→ WORK INSTRUCTION
Count the lines below in which "dead" appears, then give that number by itself.

[Saved data entries]
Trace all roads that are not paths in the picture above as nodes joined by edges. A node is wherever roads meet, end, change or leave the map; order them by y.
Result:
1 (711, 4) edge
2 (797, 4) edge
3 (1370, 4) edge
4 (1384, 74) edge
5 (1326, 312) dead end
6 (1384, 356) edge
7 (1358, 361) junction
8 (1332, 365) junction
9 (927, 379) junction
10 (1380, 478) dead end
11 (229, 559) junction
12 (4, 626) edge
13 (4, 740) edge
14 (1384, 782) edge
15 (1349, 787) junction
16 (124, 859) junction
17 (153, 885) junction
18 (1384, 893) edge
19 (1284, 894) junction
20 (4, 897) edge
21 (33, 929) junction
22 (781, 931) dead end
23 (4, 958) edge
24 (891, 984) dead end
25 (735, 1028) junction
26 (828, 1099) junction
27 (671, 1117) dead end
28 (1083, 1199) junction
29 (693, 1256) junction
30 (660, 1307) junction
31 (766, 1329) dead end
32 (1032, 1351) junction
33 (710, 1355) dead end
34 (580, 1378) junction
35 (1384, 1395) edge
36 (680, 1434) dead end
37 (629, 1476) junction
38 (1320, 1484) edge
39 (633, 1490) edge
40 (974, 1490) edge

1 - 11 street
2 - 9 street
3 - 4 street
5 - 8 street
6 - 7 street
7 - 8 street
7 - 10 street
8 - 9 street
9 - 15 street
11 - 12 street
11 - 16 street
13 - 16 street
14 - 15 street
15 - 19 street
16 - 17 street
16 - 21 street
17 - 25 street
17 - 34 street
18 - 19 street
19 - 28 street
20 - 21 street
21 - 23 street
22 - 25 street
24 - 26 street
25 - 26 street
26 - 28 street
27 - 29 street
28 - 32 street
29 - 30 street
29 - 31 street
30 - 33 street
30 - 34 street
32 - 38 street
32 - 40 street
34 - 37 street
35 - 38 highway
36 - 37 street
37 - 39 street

→ EXERCISE OUTPUT
8